§ Exercise objective:
Write each line below back out exactly, omitting its pictures.

§ Material supplied:
• • • •

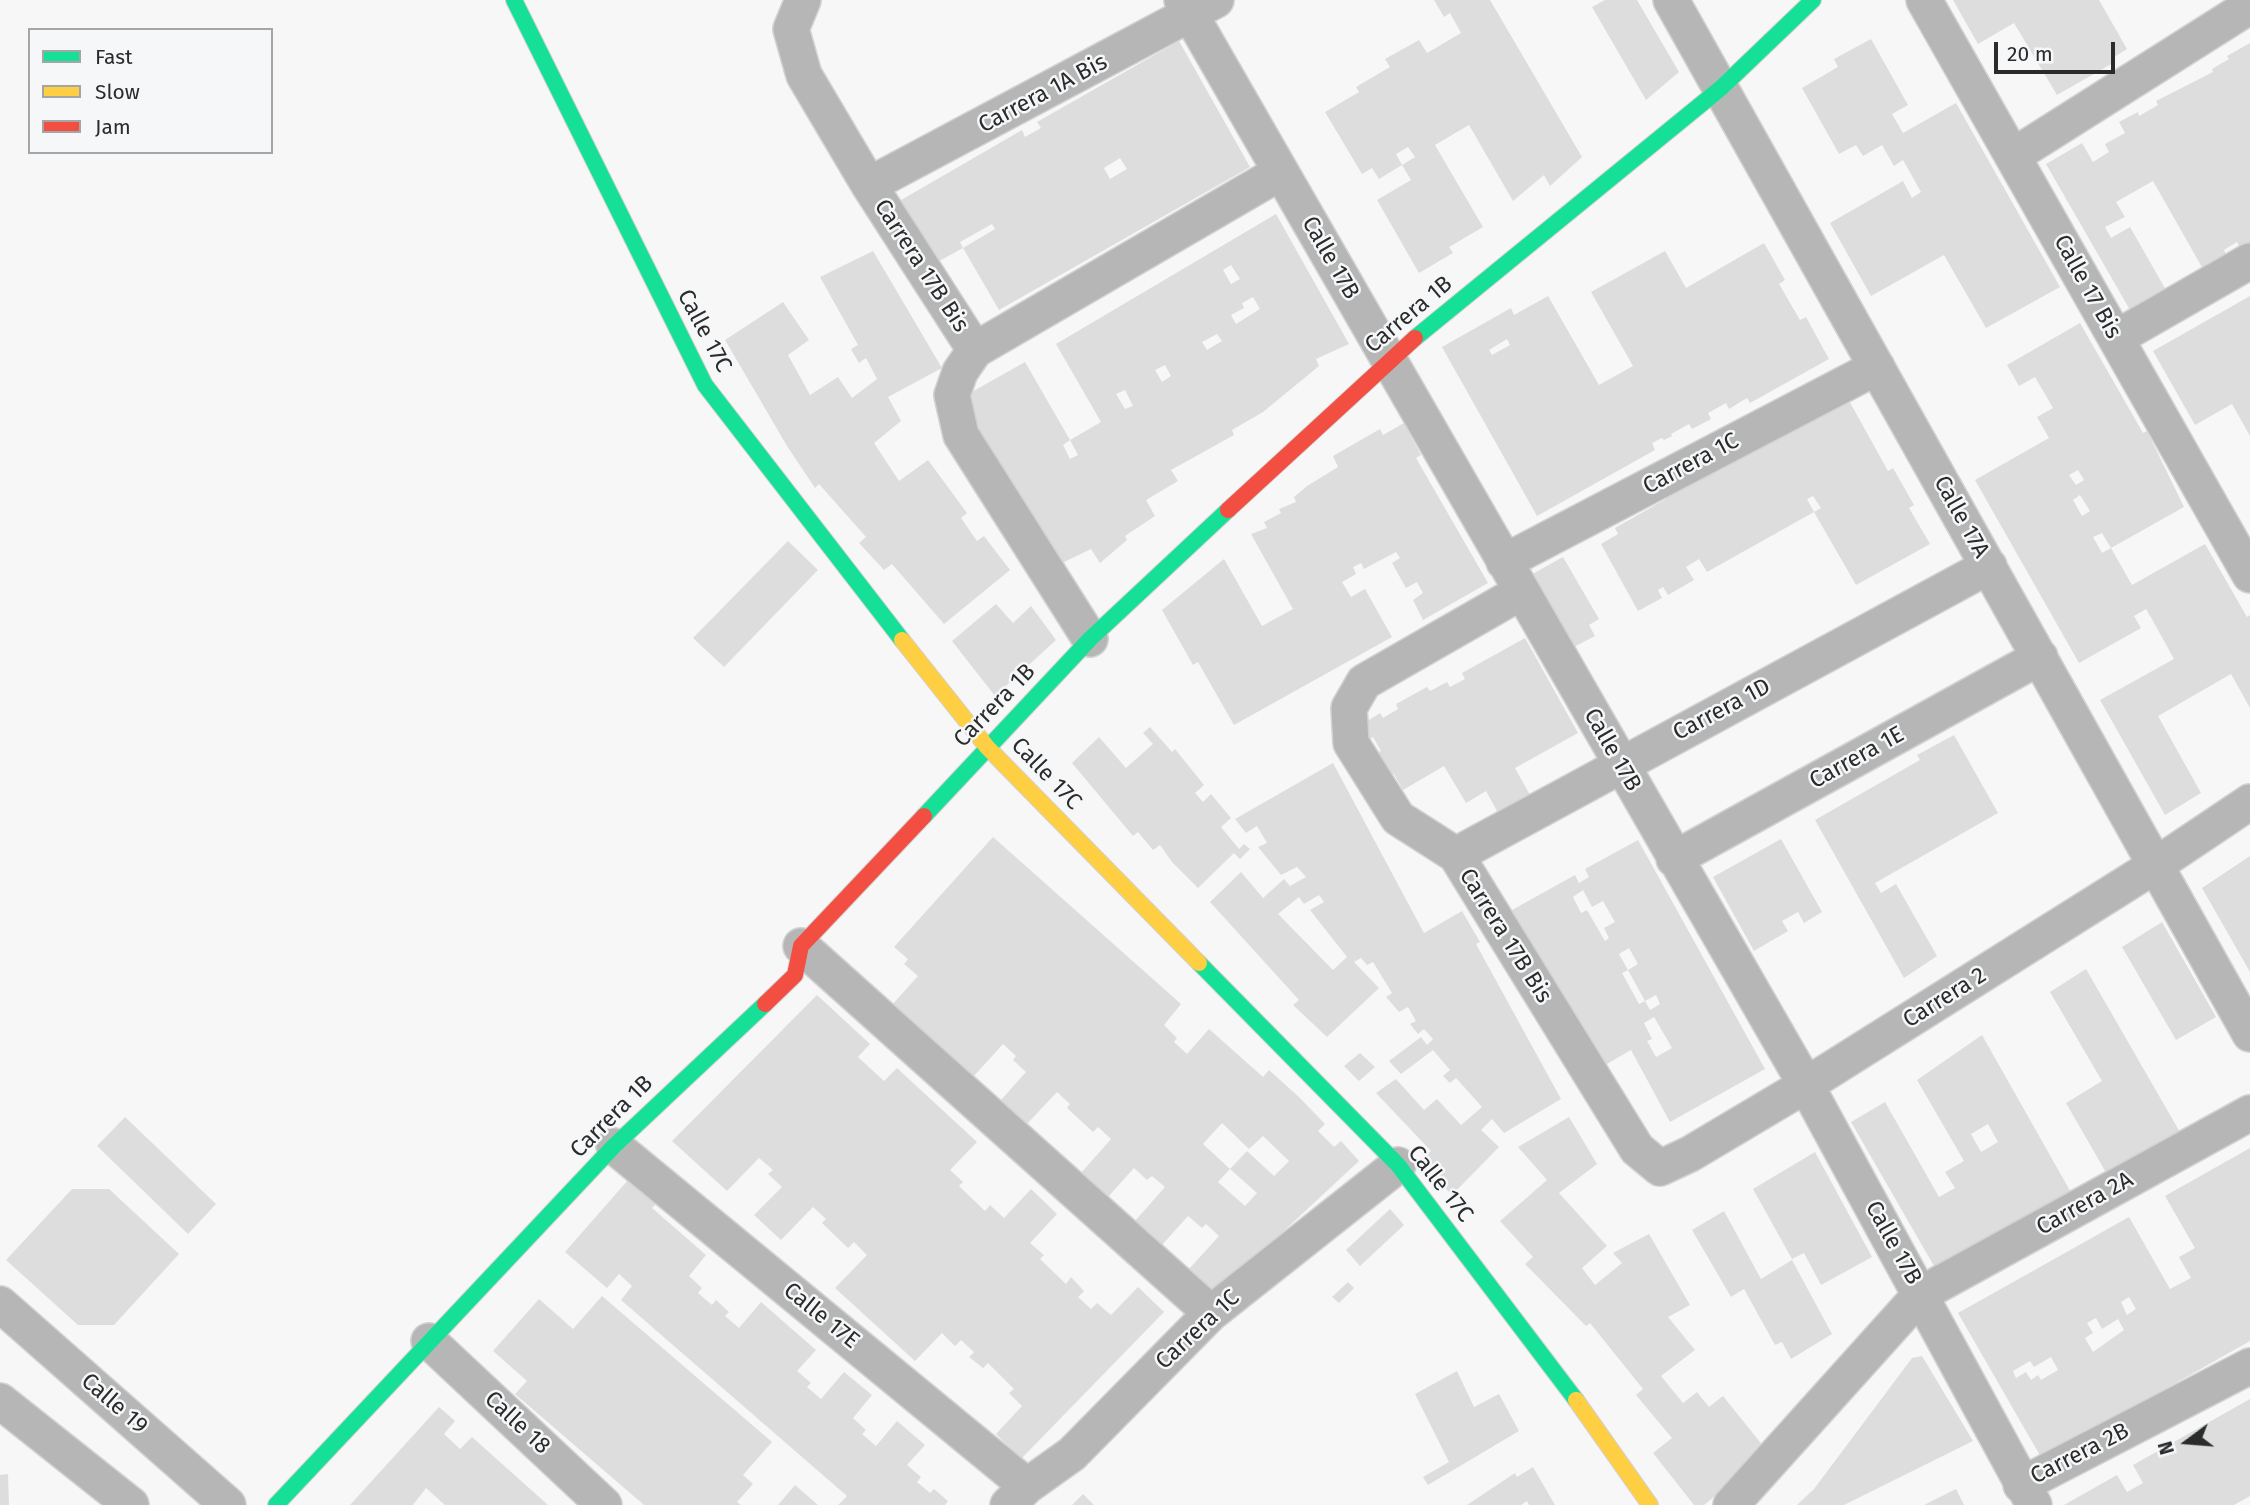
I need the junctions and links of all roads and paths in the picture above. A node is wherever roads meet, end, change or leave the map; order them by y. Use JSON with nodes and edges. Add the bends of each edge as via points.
{"nodes":[{"id":1,"x":514,"y":0,"type":"edge"},
{"id":2,"x":803,"y":0,"type":"edge"},
{"id":3,"x":1671,"y":0,"type":"edge"},
{"id":4,"x":1813,"y":0,"type":"edge"},
{"id":5,"x":1924,"y":0,"type":"edge"},
{"id":6,"x":1197,"y":5,"type":"edge"},
{"id":7,"x":2250,"y":6,"type":"edge"},
{"id":8,"x":1721,"y":88,"type":"junction"},
{"id":9,"x":2013,"y":156,"type":"junction"},
{"id":10,"x":1281,"y":172,"type":"junction"},
{"id":11,"x":869,"y":185,"type":"junction"},
{"id":12,"x":2250,"y":261,"type":"edge"},
{"id":13,"x":2116,"y":338,"type":"junction"},
{"id":14,"x":975,"y":350,"type":"junction"},
{"id":15,"x":1388,"y":360,"type":"junction"},
{"id":16,"x":1877,"y":367,"type":"junction"},
{"id":17,"x":2238,"y":527,"type":"edge"},
{"id":18,"x":1504,"y":562,"type":"junction"},
{"id":19,"x":1989,"y":566,"type":"junction"},
{"id":20,"x":2250,"y":575,"type":"edge"},
{"id":21,"x":1521,"y":592,"type":"junction"},
{"id":22,"x":1090,"y":639,"type":"junction"},
{"id":23,"x":2040,"y":657,"type":"junction"},
{"id":24,"x":987,"y":747,"type":"junction"},
{"id":25,"x":1620,"y":764,"type":"junction"},
{"id":26,"x":2250,"y":802,"type":"edge"},
{"id":27,"x":1455,"y":855,"type":"junction"},
{"id":28,"x":1674,"y":859,"type":"junction"},
{"id":29,"x":2156,"y":866,"type":"junction"},
{"id":30,"x":801,"y":946,"type":"junction"},
{"id":31,"x":2250,"y":1034,"type":"edge"},
{"id":32,"x":1806,"y":1085,"type":"junction"},
{"id":33,"x":2250,"y":1114,"type":"edge"},
{"id":34,"x":614,"y":1146,"type":"junction"},
{"id":35,"x":1637,"y":1149,"type":"joint"},
{"id":36,"x":1398,"y":1165,"type":"junction"},
{"id":37,"x":1921,"y":1294,"type":"junction"},
{"id":38,"x":0,"y":1304,"type":"edge"},
{"id":39,"x":1211,"y":1313,"type":"junction"},
{"id":40,"x":429,"y":1341,"type":"junction"},
{"id":41,"x":2250,"y":1366,"type":"edge"},
{"id":42,"x":0,"y":1401,"type":"edge"},
{"id":43,"x":2027,"y":1495,"type":"edge"},
{"id":44,"x":1018,"y":1496,"type":"edge"},
{"id":45,"x":131,"y":1505,"type":"edge"},
{"id":46,"x":228,"y":1505,"type":"edge"},
{"id":47,"x":276,"y":1505,"type":"edge"},
{"id":48,"x":604,"y":1505,"type":"edge"},
{"id":49,"x":1650,"y":1505,"type":"edge"},
{"id":50,"x":1731,"y":1505,"type":"edge"}],
"edges":[{"from":1,"to":24,"type":"street","name":"Calle 17C","via":[[705,385]]},
{"from":2,"to":11,"type":"street","name":"Carrera 17B Bis","via":[[791,29],[804,75]]},
{"from":3,"to":8,"type":"street","name":"Calle 17A"},
{"from":4,"to":8,"type":"street","name":"Carrera 1B"},
{"from":5,"to":9,"type":"street","name":"Calle 17 Bis"},
{"from":6,"to":10,"type":"street","name":"Calle 17B"},
{"from":6,"to":11,"type":"street","name":"Carrera 1A Bis"},
{"from":7,"to":9,"type":"street"},
{"from":8,"to":15,"type":"street","name":"Carrera 1B"},
{"from":8,"to":16,"type":"street","name":"Calle 17A"},
{"from":9,"to":13,"type":"street","name":"Calle 17 Bis"},
{"from":10,"to":14,"type":"street"},
{"from":10,"to":15,"type":"street","name":"Calle 17B"},
{"from":11,"to":14,"type":"street","name":"Carrera 17B Bis"},
{"from":12,"to":13,"type":"street"},
{"from":13,"to":17,"type":"street","name":"Calle 17 Bis"},
{"from":14,"to":22,"type":"street","name":"Carrera 17B Bis","via":[[960,372],[952,396],[961,435]]},
{"from":15,"to":18,"type":"street","name":"Calle 17B"},
{"from":15,"to":22,"type":"street","name":"Carrera 1B"},
{"from":16,"to":18,"type":"street","name":"Carrera 1C"},
{"from":16,"to":19,"type":"street","name":"Calle 17A"},
{"from":17,"to":20,"type":"street","name":"Calle 17 Bis"},
{"from":18,"to":21,"type":"street","name":"Calle 17B"},
{"from":19,"to":23,"type":"street","name":"Calle 17A"},
{"from":19,"to":25,"type":"street","name":"Carrera 1D"},
{"from":21,"to":25,"type":"street","name":"Calle 17B"},
{"from":21,"to":27,"type":"street","name":"Carrera 17B Bis","via":[[1364,682],[1349,708],[1351,743],[1398,818]]},
{"from":22,"to":24,"type":"street","name":"Carrera 1B"},
{"from":23,"to":28,"type":"street","name":"Carrera 1E"},
{"from":23,"to":29,"type":"street","name":"Calle 17A"},
{"from":24,"to":30,"type":"street","name":"Carrera 1B"},
{"from":24,"to":36,"type":"street","name":"Calle 17C"},
{"from":25,"to":27,"type":"street","name":"Carrera 1D"},
{"from":25,"to":28,"type":"street","name":"Calle 17B"},
{"from":26,"to":29,"type":"street","name":"Carrera 2"},
{"from":27,"to":35,"type":"street","name":"Carrera 17B Bis"},
{"from":28,"to":32,"type":"street","name":"Calle 17B"},
{"from":29,"to":31,"type":"street","name":"Calle 17A"},
{"from":29,"to":32,"type":"street","name":"Carrera 2"},
{"from":30,"to":34,"type":"street","name":"Carrera 1B","via":[[795,975]]},
{"from":30,"to":39,"type":"street"},
{"from":32,"to":35,"type":"street","name":"Carrera 2","via":[[1660,1168]]},
{"from":32,"to":37,"type":"street","name":"Calle 17B"},
{"from":33,"to":37,"type":"street","name":"Carrera 2A"},
{"from":34,"to":40,"type":"street","name":"Carrera 1B"},
{"from":34,"to":44,"type":"street","name":"Calle 17E"},
{"from":36,"to":39,"type":"street","name":"Carrera 1C"},
{"from":36,"to":49,"type":"street","name":"Calle 17C"},
{"from":37,"to":43,"type":"street","name":"Calle 17B"},
{"from":37,"to":50,"type":"street","name":"Carrera 2A"},
{"from":38,"to":46,"type":"street","name":"Calle 19"},
{"from":39,"to":44,"type":"street","name":"Carrera 1C","via":[[1072,1454]]},
{"from":40,"to":47,"type":"street","name":"Carrera 1B"},
{"from":40,"to":48,"type":"street","name":"Calle 18"},
{"from":41,"to":43,"type":"street","name":"Carrera 2B"},
{"from":42,"to":45,"type":"street"}]}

• • • •

§ Output for this exercise:
I need the junctions and links of all roads and paths in the picture above. A node is wherever roads meet, end, change or leave the map; order them by y. Use JSON with nodes and edges. Add the bends of each edge as via points.
{"nodes":[{"id":1,"x":514,"y":0,"type":"edge"},
{"id":2,"x":803,"y":0,"type":"edge"},
{"id":3,"x":1671,"y":0,"type":"edge"},
{"id":4,"x":1813,"y":0,"type":"edge"},
{"id":5,"x":1924,"y":0,"type":"edge"},
{"id":6,"x":1197,"y":5,"type":"edge"},
{"id":7,"x":2250,"y":6,"type":"edge"},
{"id":8,"x":1721,"y":88,"type":"junction"},
{"id":9,"x":2013,"y":156,"type":"junction"},
{"id":10,"x":1281,"y":172,"type":"junction"},
{"id":11,"x":869,"y":185,"type":"junction"},
{"id":12,"x":2250,"y":261,"type":"edge"},
{"id":13,"x":2116,"y":338,"type":"junction"},
{"id":14,"x":975,"y":350,"type":"junction"},
{"id":15,"x":1388,"y":360,"type":"junction"},
{"id":16,"x":1877,"y":367,"type":"junction"},
{"id":17,"x":2238,"y":527,"type":"edge"},
{"id":18,"x":1504,"y":562,"type":"junction"},
{"id":19,"x":1989,"y":566,"type":"junction"},
{"id":20,"x":2250,"y":575,"type":"edge"},
{"id":21,"x":1521,"y":592,"type":"junction"},
{"id":22,"x":1090,"y":639,"type":"junction"},
{"id":23,"x":2040,"y":657,"type":"junction"},
{"id":24,"x":987,"y":747,"type":"junction"},
{"id":25,"x":1620,"y":764,"type":"junction"},
{"id":26,"x":2250,"y":802,"type":"edge"},
{"id":27,"x":1455,"y":855,"type":"junction"},
{"id":28,"x":1674,"y":859,"type":"junction"},
{"id":29,"x":2156,"y":866,"type":"junction"},
{"id":30,"x":801,"y":946,"type":"junction"},
{"id":31,"x":2250,"y":1034,"type":"edge"},
{"id":32,"x":1806,"y":1085,"type":"junction"},
{"id":33,"x":2250,"y":1114,"type":"edge"},
{"id":34,"x":614,"y":1146,"type":"junction"},
{"id":35,"x":1637,"y":1149,"type":"joint"},
{"id":36,"x":1398,"y":1165,"type":"junction"},
{"id":37,"x":1921,"y":1294,"type":"junction"},
{"id":38,"x":0,"y":1304,"type":"edge"},
{"id":39,"x":1211,"y":1313,"type":"junction"},
{"id":40,"x":429,"y":1341,"type":"junction"},
{"id":41,"x":2250,"y":1366,"type":"edge"},
{"id":42,"x":0,"y":1401,"type":"edge"},
{"id":43,"x":2027,"y":1495,"type":"edge"},
{"id":44,"x":1018,"y":1496,"type":"edge"},
{"id":45,"x":131,"y":1505,"type":"edge"},
{"id":46,"x":228,"y":1505,"type":"edge"},
{"id":47,"x":276,"y":1505,"type":"edge"},
{"id":48,"x":604,"y":1505,"type":"edge"},
{"id":49,"x":1650,"y":1505,"type":"edge"},
{"id":50,"x":1731,"y":1505,"type":"edge"}],
"edges":[{"from":1,"to":24,"type":"street","name":"Calle 17C","via":[[705,385]]},
{"from":2,"to":11,"type":"street","name":"Carrera 17B Bis","via":[[791,29],[804,75]]},
{"from":3,"to":8,"type":"street","name":"Calle 17A"},
{"from":4,"to":8,"type":"street","name":"Carrera 1B"},
{"from":5,"to":9,"type":"street","name":"Calle 17 Bis"},
{"from":6,"to":10,"type":"street","name":"Calle 17B"},
{"from":6,"to":11,"type":"street","name":"Carrera 1A Bis"},
{"from":7,"to":9,"type":"street"},
{"from":8,"to":15,"type":"street","name":"Carrera 1B"},
{"from":8,"to":16,"type":"street","name":"Calle 17A"},
{"from":9,"to":13,"type":"street","name":"Calle 17 Bis"},
{"from":10,"to":14,"type":"street"},
{"from":10,"to":15,"type":"street","name":"Calle 17B"},
{"from":11,"to":14,"type":"street","name":"Carrera 17B Bis"},
{"from":12,"to":13,"type":"street"},
{"from":13,"to":17,"type":"street","name":"Calle 17 Bis"},
{"from":14,"to":22,"type":"street","name":"Carrera 17B Bis","via":[[960,372],[952,396],[961,435]]},
{"from":15,"to":18,"type":"street","name":"Calle 17B"},
{"from":15,"to":22,"type":"street","name":"Carrera 1B"},
{"from":16,"to":18,"type":"street","name":"Carrera 1C"},
{"from":16,"to":19,"type":"street","name":"Calle 17A"},
{"from":17,"to":20,"type":"street","name":"Calle 17 Bis"},
{"from":18,"to":21,"type":"street","name":"Calle 17B"},
{"from":19,"to":23,"type":"street","name":"Calle 17A"},
{"from":19,"to":25,"type":"street","name":"Carrera 1D"},
{"from":21,"to":25,"type":"street","name":"Calle 17B"},
{"from":21,"to":27,"type":"street","name":"Carrera 17B Bis","via":[[1364,682],[1349,708],[1351,743],[1398,818]]},
{"from":22,"to":24,"type":"street","name":"Carrera 1B"},
{"from":23,"to":28,"type":"street","name":"Carrera 1E"},
{"from":23,"to":29,"type":"street","name":"Calle 17A"},
{"from":24,"to":30,"type":"street","name":"Carrera 1B"},
{"from":24,"to":36,"type":"street","name":"Calle 17C"},
{"from":25,"to":27,"type":"street","name":"Carrera 1D"},
{"from":25,"to":28,"type":"street","name":"Calle 17B"},
{"from":26,"to":29,"type":"street","name":"Carrera 2"},
{"from":27,"to":35,"type":"street","name":"Carrera 17B Bis"},
{"from":28,"to":32,"type":"street","name":"Calle 17B"},
{"from":29,"to":31,"type":"street","name":"Calle 17A"},
{"from":29,"to":32,"type":"street","name":"Carrera 2"},
{"from":30,"to":34,"type":"street","name":"Carrera 1B","via":[[795,975]]},
{"from":30,"to":39,"type":"street"},
{"from":32,"to":35,"type":"street","name":"Carrera 2","via":[[1660,1168]]},
{"from":32,"to":37,"type":"street","name":"Calle 17B"},
{"from":33,"to":37,"type":"street","name":"Carrera 2A"},
{"from":34,"to":40,"type":"street","name":"Carrera 1B"},
{"from":34,"to":44,"type":"street","name":"Calle 17E"},
{"from":36,"to":39,"type":"street","name":"Carrera 1C"},
{"from":36,"to":49,"type":"street","name":"Calle 17C"},
{"from":37,"to":43,"type":"street","name":"Calle 17B"},
{"from":37,"to":50,"type":"street","name":"Carrera 2A"},
{"from":38,"to":46,"type":"street","name":"Calle 19"},
{"from":39,"to":44,"type":"street","name":"Carrera 1C","via":[[1072,1454]]},
{"from":40,"to":47,"type":"street","name":"Carrera 1B"},
{"from":40,"to":48,"type":"street","name":"Calle 18"},
{"from":41,"to":43,"type":"street","name":"Carrera 2B"},
{"from":42,"to":45,"type":"street"}]}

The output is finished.